Teresa got upgraded on the flight from Joburg to Durban due to someone else’s seat mixup through a domino effect including kids not being allowed in exit rows, (including dibs on an aisle seat- They couldn’t move her to a middle seat), she got business class for the one hour flight. While short, it included a full dinner (chicken tiki masala) while poor Gary got a simple sandwich but it was enough for dinner. We arrived in Durban, well actually, Uhmlanga which is between the airport and Durban. It is a small touristy town on the Indian Ocean. We picked it for our two free hotel nights coming to us as IHG members. Of course, as was to become the recurring theme of this trip, we got lost finding the hotel. Let’s just say google maps was a great disappointment this entire trip and with no cell phone data or gps we were lost A LOT. Directions is one area that let’s just say, is not the strongest part of our marriage.

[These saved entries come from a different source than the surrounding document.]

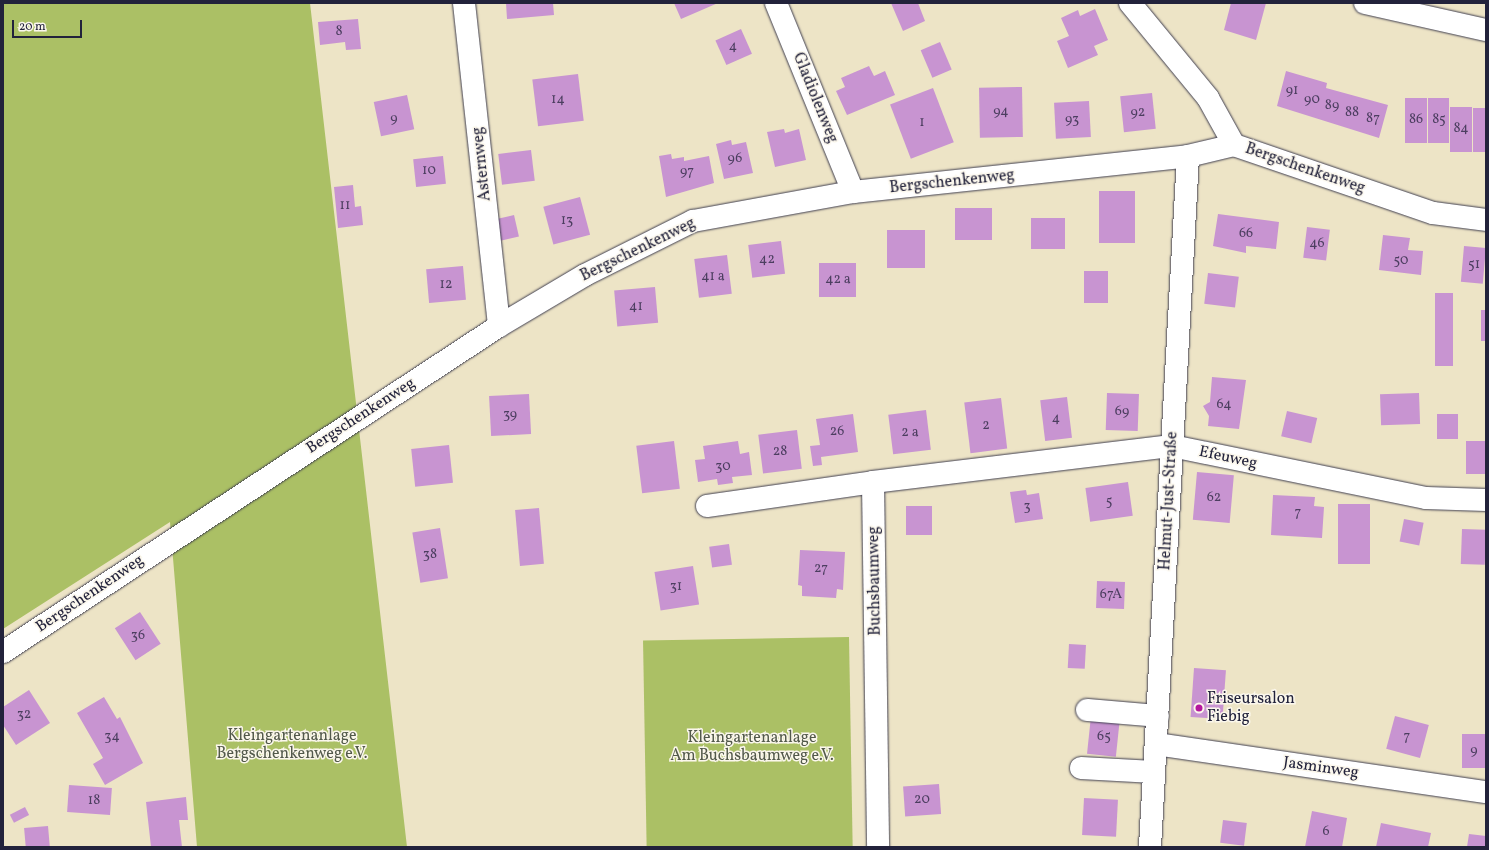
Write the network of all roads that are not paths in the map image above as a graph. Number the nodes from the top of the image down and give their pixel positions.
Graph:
1 (464, 3) edge
2 (776, 3) edge
3 (1130, 3) edge
4 (1365, 3) edge
5 (1486, 30) edge
6 (1234, 145) junction
7 (1188, 156) junction
8 (853, 192) junction
9 (1486, 220) edge
10 (499, 326) junction
11 (1172, 446) junction
12 (873, 482) junction
13 (1486, 500) edge
14 (707, 506) dead end
15 (3, 652) edge
16 (1087, 710) dead end
17 (1158, 716) junction
18 (1156, 744) junction
19 (1081, 768) dead end
20 (1154, 772) junction
21 (1486, 792) edge
22 (878, 847) edge
23 (1150, 847) edge

1 - 10 street, Asternweg
2 - 8 street, Gladiolenweg
3 - 6 street
4 - 5 street
6 - 7 street, Bergschenkenweg
6 - 9 street, Bergschenkenweg
7 - 8 street, Bergschenkenweg
7 - 11 street, Helmut-Just-Straße
8 - 10 street, Bergschenkenweg
10 - 15 street, Bergschenkenweg
11 - 12 street, Efeuweg
11 - 13 street, Efeuweg
11 - 17 street, Helmut-Just-Straße
12 - 14 street
12 - 22 street, Buchsbaumweg
16 - 17 street
17 - 18 street, Helmut-Just-Straße
18 - 20 street, Helmut-Just-Straße
18 - 21 street, Jasminweg
19 - 20 street
20 - 23 street, Helmut-Just-Straße

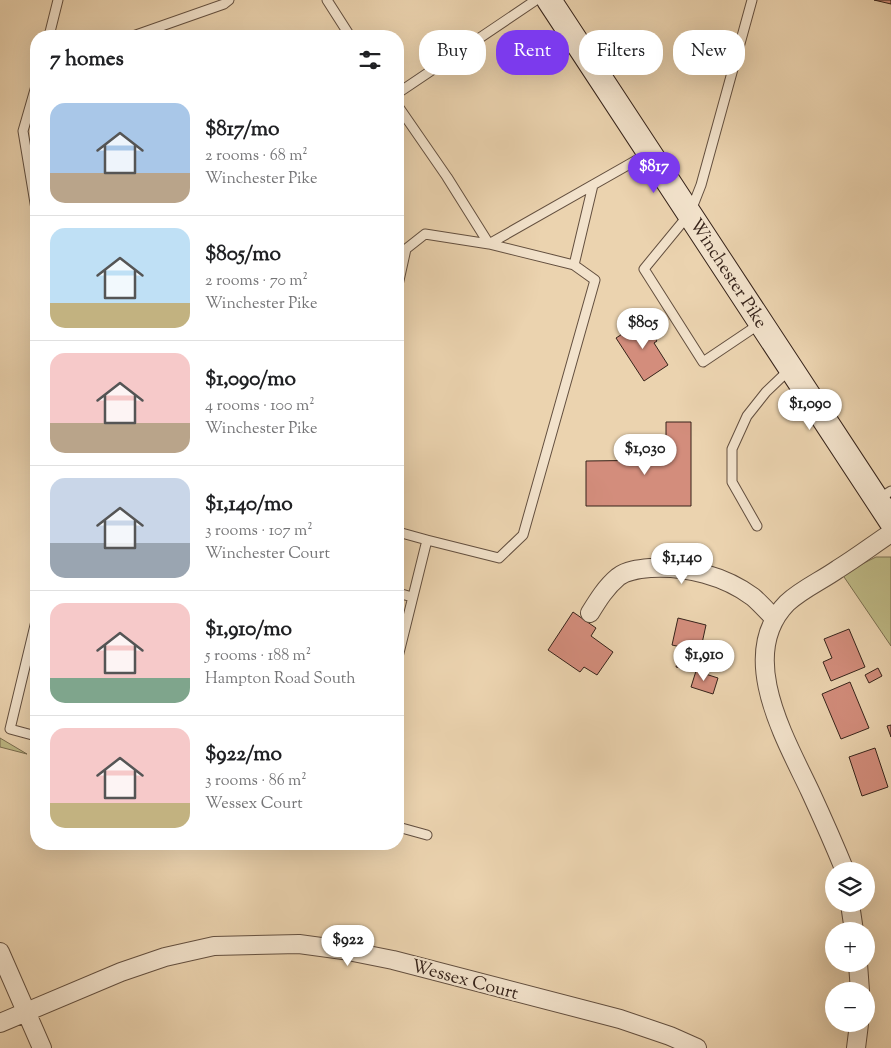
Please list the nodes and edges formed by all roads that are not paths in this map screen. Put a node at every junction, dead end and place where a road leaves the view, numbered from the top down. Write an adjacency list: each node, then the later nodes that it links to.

Sunday was Christmas Day so we didn’t expect much to be open. We decided to find our hotel in Durban as we were due to check in on the 26th but were going to St Lucia for the day and wouldn’t actually be back in Durban until 2 or 3 in the morning.. We first got hopelessly lost after checking out a bird sanctuary that was closed. We were given “shortcut”directions. We still don’t know where we ended up (we think we were way way west, probably half way to Joburg)) but some guy in a gas station led us out and gave us vague directions to follow something or other to Durban City Center. We did fine at first but promptly got lost again. Somehow we made our way into Durban and followed signs to The uShaka Marine World which we knew was near our hotel. What we eventually learned is that streets in Durban change names every kilometre or two and only a few streets go through and street names are often overshadowed by their Highway Name (M4, M12, etc). Our hotel in Durban was on the waterfront so how hard could it be? It was on what should have been a main street. Well, this part of Durban literally shuts down for the full two weeks of The Festive Season. This means most of the streets are blocked off with concrete barricades. After wandering for about an hour we finally found our hotel. What should have been a 30 minute trip, had now taken several hours. Now remember, we aren’t actually checking in and it is Christmas Day so after confirming that they will hold our reservation no matter what time we arrive, we set out for some sightseeing and hopefully a visit to a another nearby bird sanctuary- if it’s not open, at least it will be a pretty drive. First though we decide to practice getting to the hotel so when we come in the next night in the middle of the night we can go straight there. The hotel is actually on the main street but with the detours we had to make 10 turns and 2 roundabouts to get to it. It is a miracle we did not get arrested for cruising-we are now on a first name basis with the security folks at the various barricades. One other comment on the hotel. All of this area is being rebuilt with some of the original buildings being saved but not many. This hotel left the original walls up around the parking lot so they act as a wall. They look like bombed out ruins, very cool. We forgot to take pictures.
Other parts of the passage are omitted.